• Work to complete
What is needed here is every line of the records that includes "pixels".

(Items from a data source)
---

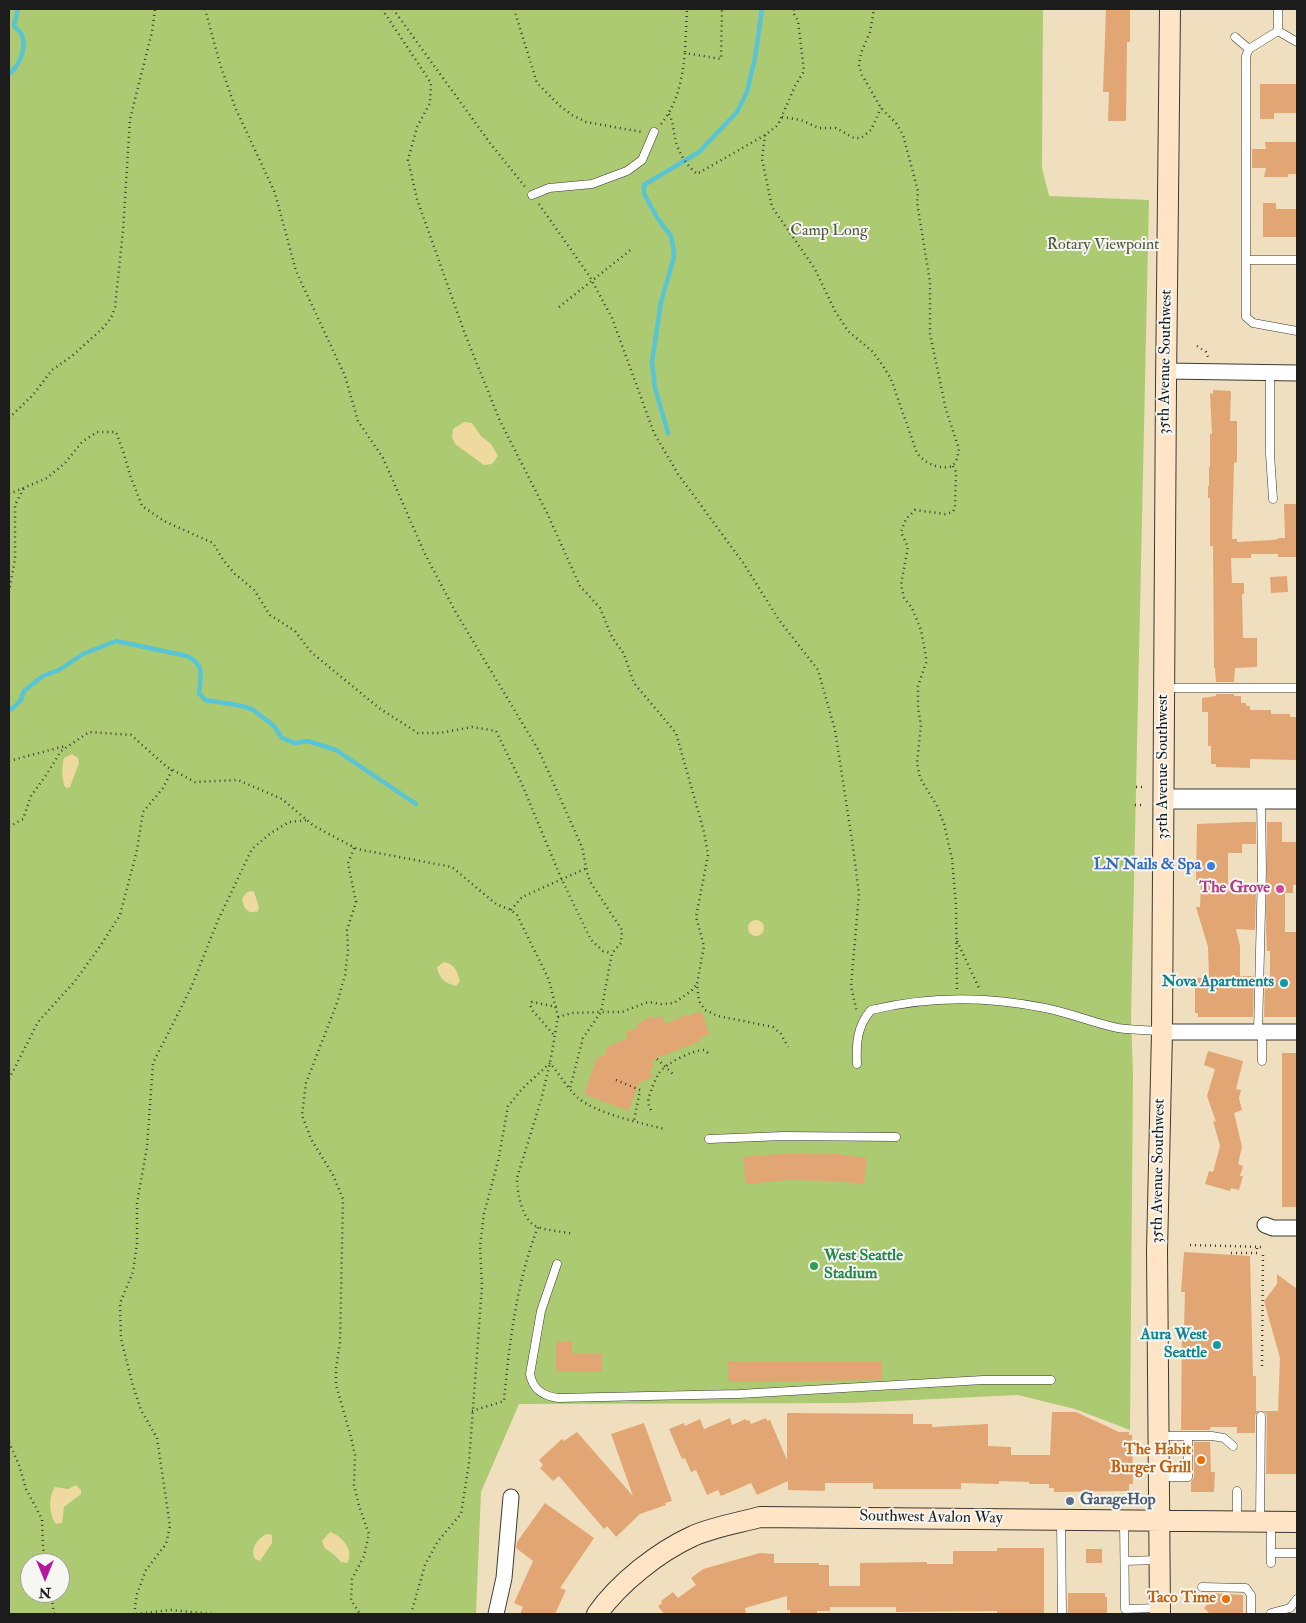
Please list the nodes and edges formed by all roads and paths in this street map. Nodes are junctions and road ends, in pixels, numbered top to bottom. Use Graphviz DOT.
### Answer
graph roads {
  1 [pos="155,9"];
  2 [pos="206,9"];
  3 [pos="382,9"];
  4 [pos="393,9"];
  5 [pos="514,9"];
  6 [pos="687,9"];
  7 [pos="722,9"];
  8 [pos="794,9"];
  9 [pos="874,9"];
  10 [pos="1170,9"];
  11 [pos="1278,9"];
  12 [pos="1278,31"];
  13 [pos="1235,37"];
  14 [pos="1297,42"];
  15 [pos="1250,49"];
  16 [pos="686,52"];
  17 [pos="881,108"];
  18 [pos="670,114"];
  19 [pos="782,117"];
  20 [pos="654,132"];
  21 [pos="765,135"];
  22 [pos="532,195"];
  23 [pos="633,248"];
  24 [pos="1246,260"];
  25 [pos="1297,260"];
  26 [pos="592,280"];
  27 [pos="559,307"];
  28 [pos="1297,331"];
  29 [pos="1197,346"];
  30 [pos="1208,361"];
  31 [pos="1166,370"];
  32 [pos="1270,373"];
  33 [pos="1297,373"];
  34 [pos="9,418"];
  35 [pos="953,466"];
  36 [pos="25,487"];
  37 [pos="9,494"];
  38 [pos="1273,499"];
  39 [pos="9,592"];
  40 [pos="1164,688"];
  41 [pos="1297,688"];
  42 [pos="69,745"];
  43 [pos="9,760"];
  44 [pos="172,770"];
  45 [pos="1136,786"];
  46 [pos="1142,786"];
  47 [pos="1164,799"];
  48 [pos="1261,799"];
  49 [pos="1297,799"];
  50 [pos="1136,805"];
  51 [pos="1142,805"];
  52 [pos="308,820"];
  53 [pos="9,827"];
  54 [pos="354,848"];
  55 [pos="587,868"];
  56 [pos="561,878"];
  57 [pos="511,910"];
  58 [pos="957,940"];
  59 [pos="612,953"];
  60 [pos="697,984"];
  61 [pos="957,987"];
  62 [pos="980,990"];
  63 [pos="557,1007"];
  64 [pos="602,1012"];
  65 [pos="858,1015"];
  66 [pos="558,1017"];
  67 [pos="1162,1032"];
  68 [pos="1260,1032"];
  69 [pos="1297,1032"];
  70 [pos="554,1034"];
  71 [pos="788,1047"];
  72 [pos="708,1053"];
  73 [pos="657,1060"];
  74 [pos="1262,1061"];
  75 [pos="550,1063"];
  76 [pos="857,1064"];
  77 [pos="665,1067"];
  78 [pos="673,1074"];
  79 [pos="9,1079"];
  80 [pos="616,1080"];
  81 [pos="570,1088"];
  82 [pos="651,1110"];
  83 [pos="634,1120"];
  84 [pos="664,1129"];
  85 [pos="896,1138"];
  86 [pos="709,1139"];
  87 [pos="1265,1225"];
  88 [pos="538,1227"];
  89 [pos="1297,1228"];
  90 [pos="573,1234"];
  91 [pos="1190,1245"];
  92 [pos="1257,1247"];
  93 [pos="1231,1253"];
  94 [pos="557,1264"];
  95 [pos="1262,1366"];
  96 [pos="1051,1380"];
  97 [pos="472,1411"];
  98 [pos="1261,1416"];
  99 [pos="1158,1436"];
  100 [pos="1188,1436"];
  101 [pos="9,1442"];
  102 [pos="1233,1446"];
  103 [pos="1158,1477"];
  104 [pos="1237,1490"];
  105 [pos="511,1497"];
  106 [pos="1060,1519"];
  107 [pos="1124,1520"];
  108 [pos="1158,1520"];
  109 [pos="1237,1521"];
  110 [pos="1266,1521"];
  111 [pos="1297,1522"];
  112 [pos="1271,1552"];
  113 [pos="44,1553"];
  114 [pos="1297,1553"];
  115 [pos="1158,1560"];
  116 [pos="1125,1561"];
  117 [pos="1271,1563"];
  118 [pos="1202,1587"];
  119 [pos="1297,1599"];
  120 [pos="1160,1611"];
  121 [pos="1271,1613"];
  122 [pos="135,1614"];
  123 [pos="213,1614"];
  124 [pos="360,1614"];
  125 [pos="411,1614"];
  126 [pos="496,1614"];
  127 [pos="597,1614"];
  128 [pos="1062,1614"];
  129 [pos="1251,1614"];
  1 -- 34 [label="path"];
  2 -- 55 [label="path"];
  3 -- 60 [label="path"];
  4 -- 22 [label="path"];
  5 -- 20 [label="path"];
  6 -- 16 [label="path"];
  7 -- 16 [label="path"];
  8 -- 19 [label="path"];
  9 -- 17 [label="path"];
  10 -- 31 [label="main road, 35th Avenue Southwest"];
  11 -- 12 [label="lane"];
  12 -- 14 [label="lane"];
  12 -- 15 [label="lane"];
  13 -- 15 [label="lane"];
  15 -- 24 [label="lane"];
  16 -- 18 [label="path"];
  17 -- 19 [label="path"];
  17 -- 35 [label="path"];
  18 -- 20 [label="path"];
  18 -- 21 [label="path"];
  19 -- 21 [label="path"];
  20 -- 22 [label="lane"];
  21 -- 35 [label="path"];
  22 -- 26 [label="path"];
  23 -- 26 [label="path"];
  24 -- 25 [label="lane"];
  24 -- 28 [label="lane"];
  26 -- 27 [label="path"];
  26 -- 65 [label="path"];
  29 -- 30 [label="path"];
  31 -- 32 [label="street"];
  31 -- 40 [label="main road, 35th Avenue Southwest"];
  32 -- 33 [label="street"];
  32 -- 38 [label="lane"];
  35 -- 58 [label="path"];
  36 -- 37 [label="path"];
  36 -- 39 [label="path"];
  36 -- 56 [label="path"];
  40 -- 41 [label="lane"];
  40 -- 47 [label="main road, 35th Avenue Southwest"];
  42 -- 43 [label="path"];
  42 -- 44 [label="path"];
  42 -- 53 [label="path"];
  44 -- 52 [label="path"];
  44 -- 79 [label="path"];
  45 -- 46 [label="path"];
  47 -- 48 [label="street"];
  47 -- 67 [label="main road, 35th Avenue Southwest"];
  48 -- 49 [label="street"];
  48 -- 68 [label="lane"];
  50 -- 51 [label="path"];
  52 -- 54 [label="path"];
  52 -- 122 [label="path"];
  54 -- 57 [label="path"];
  54 -- 124 [label="path"];
  55 -- 56 [label="path"];
  55 -- 59 [label="path"];
  56 -- 57 [label="path"];
  56 -- 59 [label="path"];
  57 -- 63 [label="path"];
  58 -- 61 [label="path"];
  58 -- 62 [label="path"];
  59 -- 64 [label="path"];
  60 -- 64 [label="path"];
  60 -- 71 [label="path"];
  63 -- 66 [label="path"];
  63 -- 70 [label="path"];
  64 -- 66 [label="path"];
  64 -- 81 [label="path"];
  66 -- 70 [label="path"];
  67 -- 68 [label="street"];
  67 -- 76 [label="lane"];
  67 -- 99 [label="main road, 35th Avenue Southwest"];
  68 -- 69 [label="street"];
  68 -- 74 [label="lane"];
  70 -- 75 [label="path"];
  72 -- 77 [label="path"];
  73 -- 77 [label="path"];
  75 -- 81 [label="path"];
  75 -- 88 [label="path"];
  75 -- 97 [label="path"];
  77 -- 78 [label="path"];
  77 -- 82 [label="path"];
  80 -- 83 [label="path"];
  81 -- 83 [label="path"];
  83 -- 84 [label="path"];
  85 -- 86 [label="lane"];
  87 -- 89 [label="street"];
  88 -- 90 [label="path"];
  88 -- 97 [label="path"];
  91 -- 92 [label="path"];
  92 -- 93 [label="path"];
  92 -- 95 [label="path"];
  94 -- 96 [label="lane"];
  97 -- 125 [label="path"];
  98 -- 110 [label="lane"];
  99 -- 100 [label="lane"];
  99 -- 103 [label="main road, 35th Avenue Southwest"];
  100 -- 102 [label="lane"];
  100 -- 103 [label="lane"];
  101 -- 113 [label="path"];
  103 -- 108 [label="main road, 35th Avenue Southwest"];
  104 -- 109 [label="lane"];
  105 -- 126 [label="street"];
  106 -- 107 [label="main road, Southwest Avalon Way"];
  106 -- 127 [label="main road, Southwest Avalon Way"];
  106 -- 128 [label="lane"];
  107 -- 108 [label="main road, Southwest Avalon Way"];
  107 -- 116 [label="lane"];
  108 -- 109 [label="main road, Southwest Avalon Way"];
  108 -- 115 [label="main road, 35th Avenue Southwest"];
  109 -- 110 [label="main road, Southwest Avalon Way"];
  110 -- 111 [label="main road, Southwest Avalon Way"];
  110 -- 112 [label="lane"];
  112 -- 114 [label="lane"];
  112 -- 117 [label="lane"];
  115 -- 116 [label="lane"];
  115 -- 120 [label="main road, 35th Avenue Southwest"];
  116 -- 120 [label="lane"];
  118 -- 129 [label="lane"];
  119 -- 121 [label="lane"];
  122 -- 123 [label="path"];
}
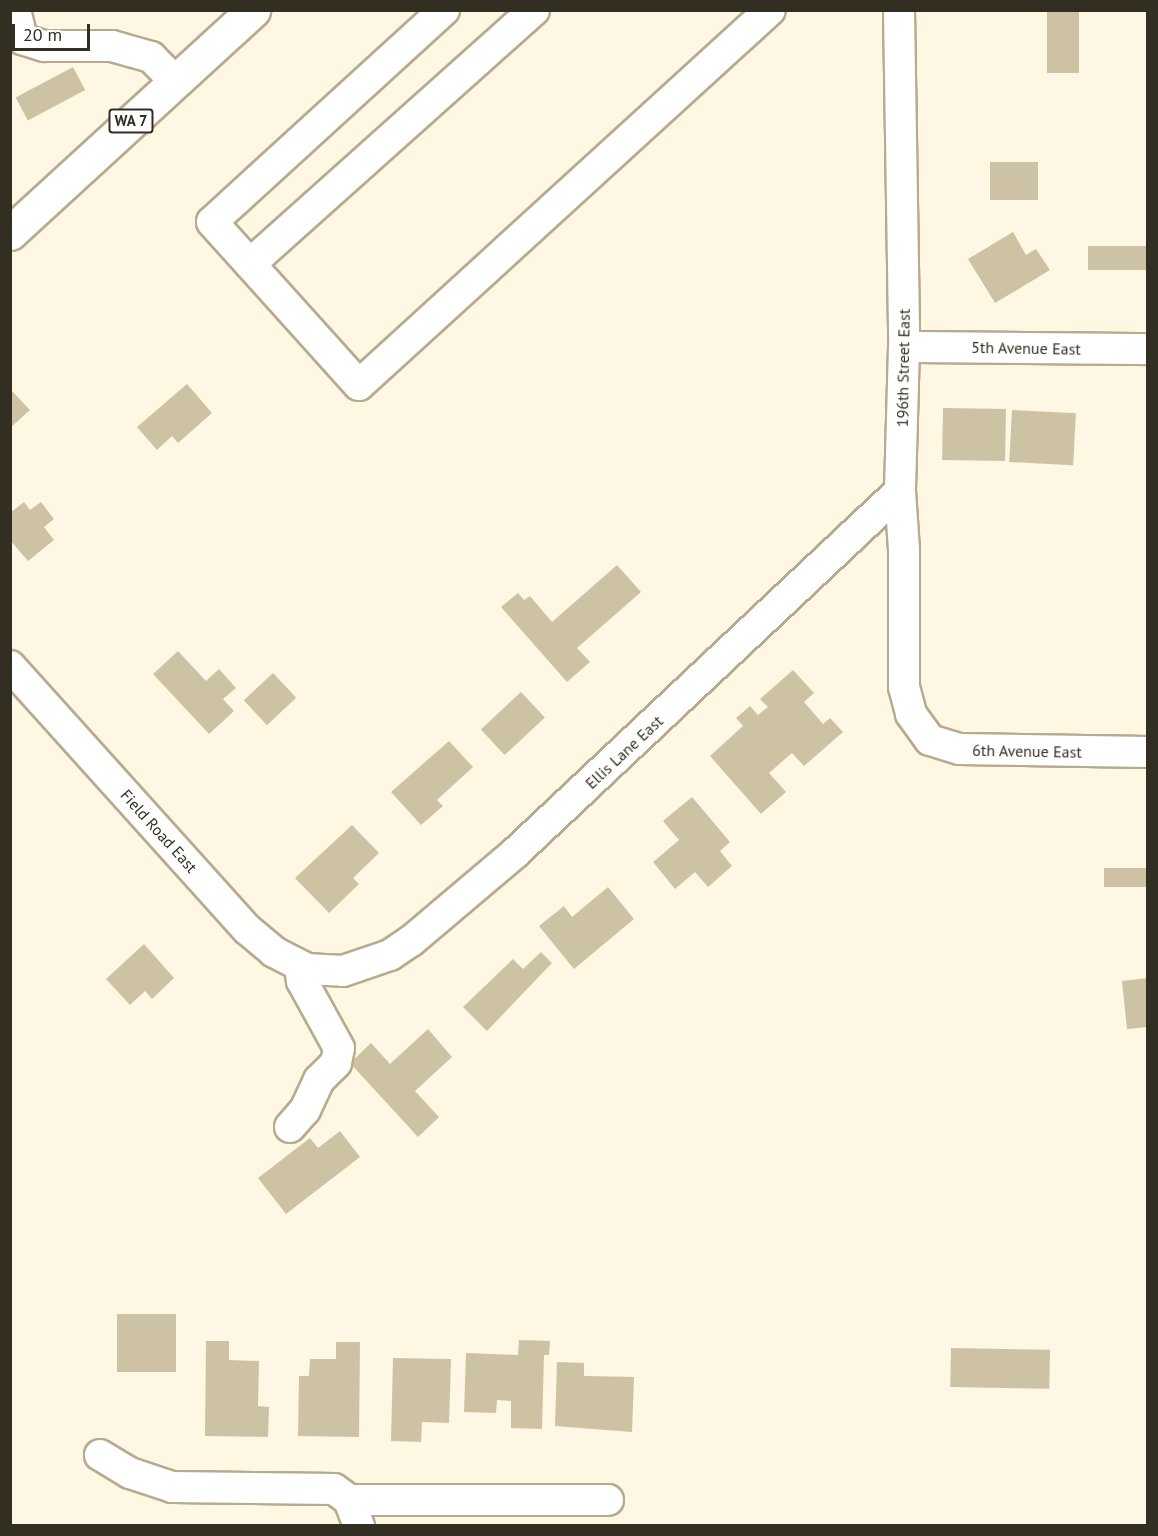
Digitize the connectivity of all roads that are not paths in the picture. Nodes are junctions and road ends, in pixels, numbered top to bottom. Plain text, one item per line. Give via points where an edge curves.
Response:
1 (15, 10) edge
2 (253, 10) edge
3 (444, 10) edge
4 (534, 10) edge
5 (770, 10) edge
6 (899, 10) edge
7 (174, 80) junction
8 (11, 232) edge
9 (250, 264) junction
10 (904, 347) junction
11 (1148, 349) edge
12 (900, 491) junction
13 (10, 666) edge
14 (916, 723) joint
15 (1148, 752) edge
16 (312, 969) junction
17 (290, 1127) dead end
18 (100, 1455) dead end
19 (608, 1500) dead end
20 (354, 1513) edge

1 - 7 street via 22,39 44,46 112,46 151,57
2 - 7 main road, WA 7
3 - 9 street via 212,222
4 - 9 street
5 - 9 street via 359,385
6 - 10 street, 196th Street East
7 - 8 main road, WA 7
10 - 11 street, 5th Avenue East
10 - 12 street, 196th Street East
12 - 14 street, 196th Street East via 904,687
12 - 16 street, Ellis Lane East via 515,853 428,927 390,955 343,971
13 - 16 street, Field Road East via 248,930 274,952
14 - 15 street, 6th Avenue East via 930,740 960,749
16 - 17 street via 302,981 339,1048 336,1062 319,1080
18 - 20 street via 129,1473 172,1487 334,1489
19 - 20 street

---

• Answer space
Please list the nodes and edges formed by all roads and paths in this street map. Nodes are junctions and road ends, in pixels, numbered top to bottom. Use Graphviz DOT.
Digitize the connectivity of all roads that are not paths in the picture. Nodes are junctions and road ends, in pixels, numbered top to bottom. Plain text, one item per line. Give via points where an edge curves.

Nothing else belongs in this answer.